» **Task requirements**
Copy each line below as written, but skip the pictures.

########################################

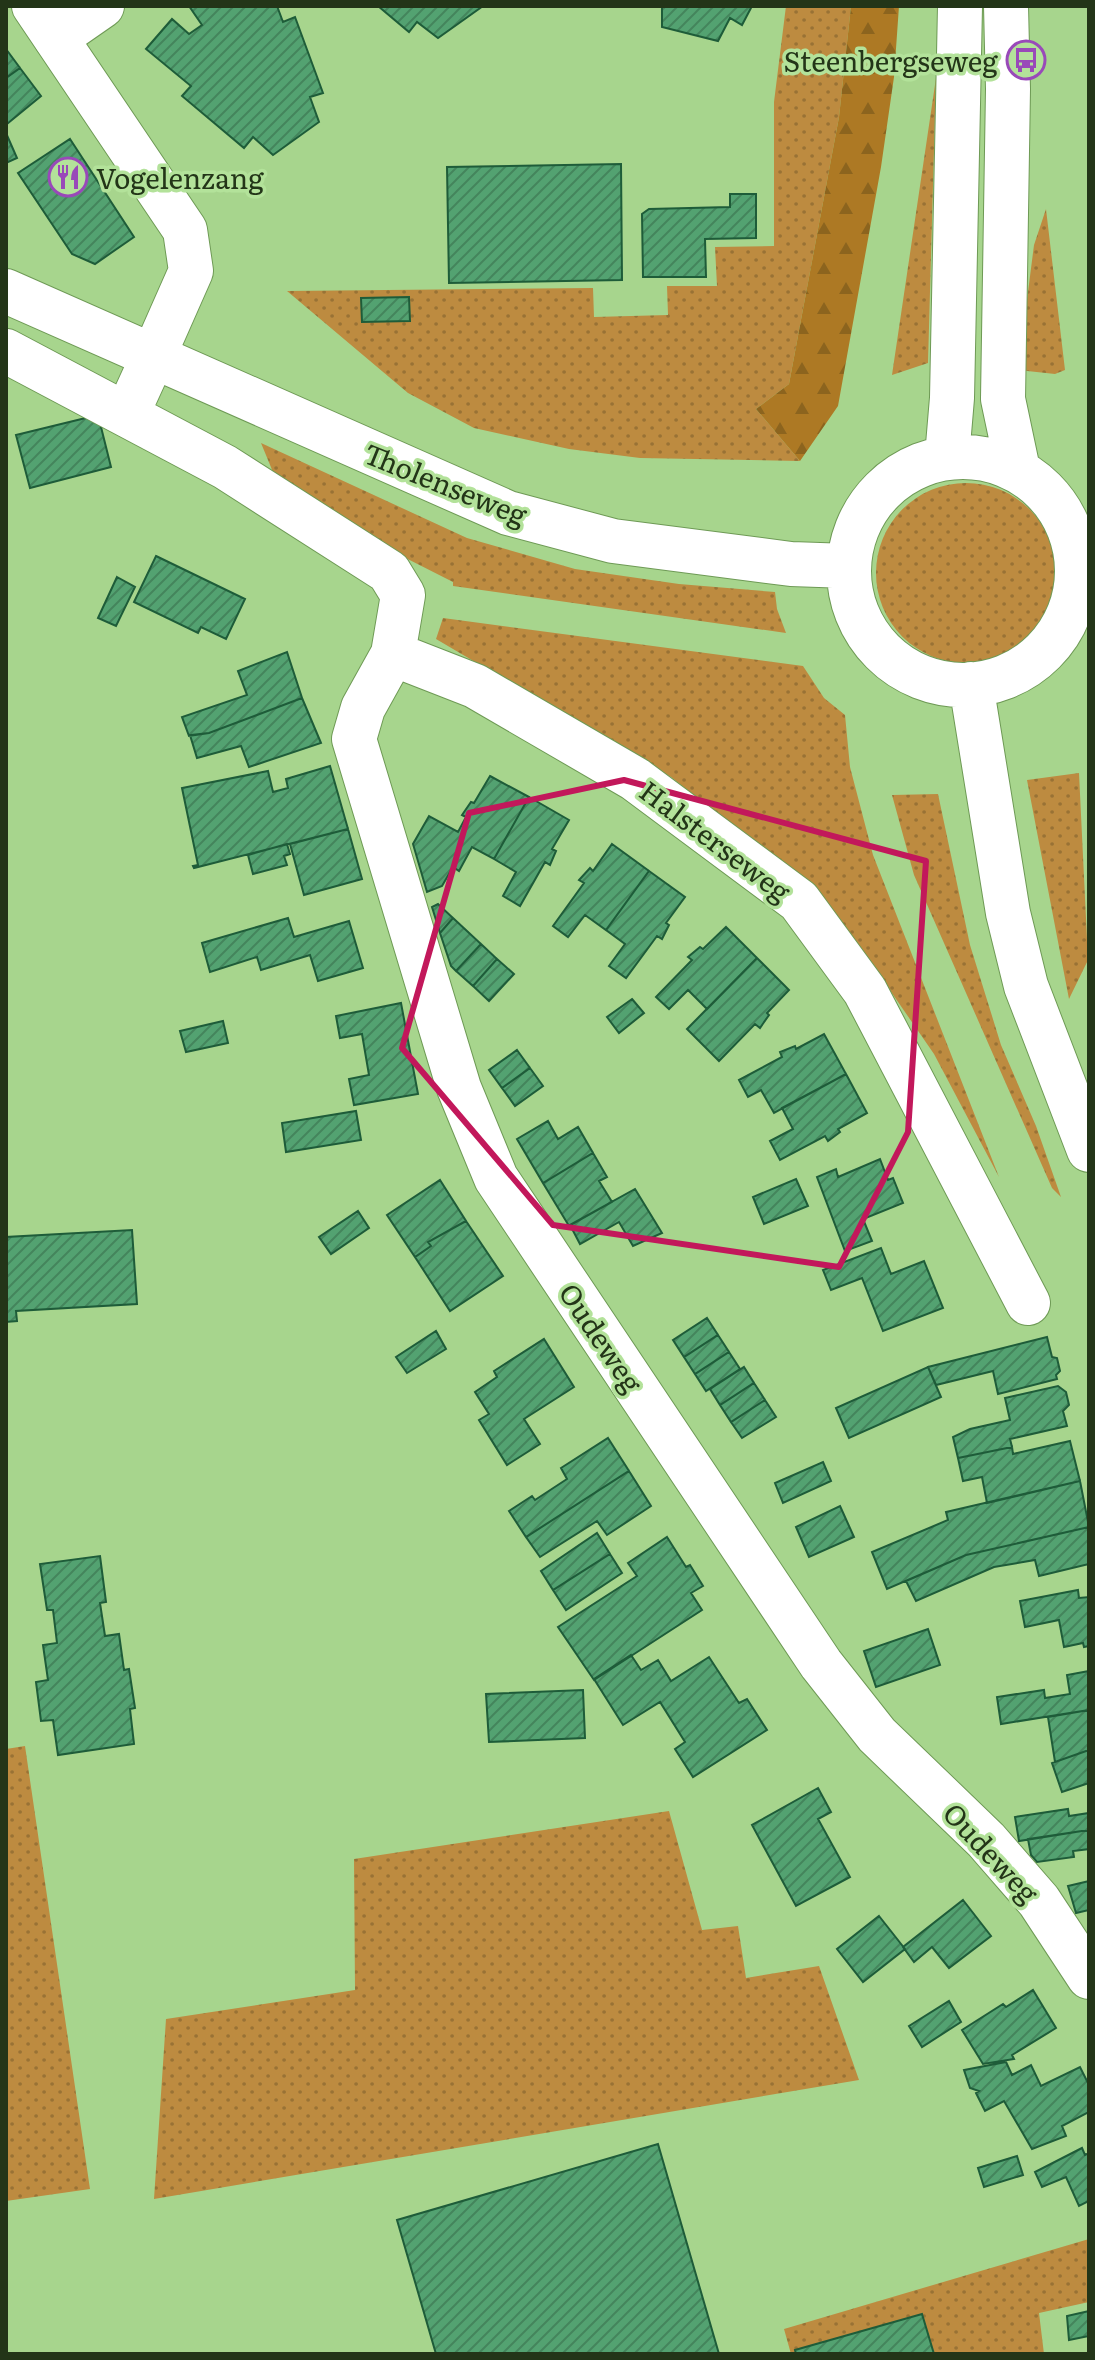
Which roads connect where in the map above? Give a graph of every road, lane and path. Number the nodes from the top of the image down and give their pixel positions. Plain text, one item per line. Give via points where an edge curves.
1 (102, 6) edge
2 (960, 6) edge
3 (1006, 6) edge
4 (45, 22) edge
5 (6, 291) edge
6 (6, 351) edge
7 (153, 357) junction
8 (127, 414) junction
9 (947, 457) junction
10 (1018, 470) junction
11 (848, 566) junction
12 (1083, 576) edge
13 (393, 654) junction
14 (971, 684) junction
15 (1089, 1150) edge
16 (1028, 1303) dead end
17 (1089, 1977) edge

1 - 4 street
2 - 9 street
3 - 10 street via 1003,399
4 - 7 street via 185,230 191,271
5 - 7 street, Tholenseweg
6 - 8 street
7 - 8 street
7 - 11 street, Tholenseweg via 508,513 613,541
8 - 13 street, Oudeweg via 225,467 389,572 403,595
9 - 10 street via 984,458
9 - 11 street via 916,466 889,482 868,506 854,535
10 - 12 street via 1056,504 1069,526
11 - 14 street via 859,619 894,662 944,684
12 - 14 street via 1053,642 1017,672
13 - 16 street, Halsterseweg via 475,686 635,779 799,901 865,991
13 - 17 street, Oudeweg via 363,708 354,739 459,1088 496,1178 821,1664 877,1735 986,1840 1039,1901
14 - 15 street via 1008,913 1026,986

########################################

» **Completed exercise**
Which roads connect where in the map above? Give a graph of every road, lane and path. Number the nodes from the top of the image down and give their pixel positions. Plain text, one item per line. Give via points where an edge curves.
1 (102, 6) edge
2 (960, 6) edge
3 (1006, 6) edge
4 (45, 22) edge
5 (6, 291) edge
6 (6, 351) edge
7 (153, 357) junction
8 (127, 414) junction
9 (947, 457) junction
10 (1018, 470) junction
11 (848, 566) junction
12 (1083, 576) edge
13 (393, 654) junction
14 (971, 684) junction
15 (1089, 1150) edge
16 (1028, 1303) dead end
17 (1089, 1977) edge

1 - 4 street
2 - 9 street
3 - 10 street via 1003,399
4 - 7 street via 185,230 191,271
5 - 7 street, Tholenseweg
6 - 8 street
7 - 8 street
7 - 11 street, Tholenseweg via 508,513 613,541
8 - 13 street, Oudeweg via 225,467 389,572 403,595
9 - 10 street via 984,458
9 - 11 street via 916,466 889,482 868,506 854,535
10 - 12 street via 1056,504 1069,526
11 - 14 street via 859,619 894,662 944,684
12 - 14 street via 1053,642 1017,672
13 - 16 street, Halsterseweg via 475,686 635,779 799,901 865,991
13 - 17 street, Oudeweg via 363,708 354,739 459,1088 496,1178 821,1664 877,1735 986,1840 1039,1901
14 - 15 street via 1008,913 1026,986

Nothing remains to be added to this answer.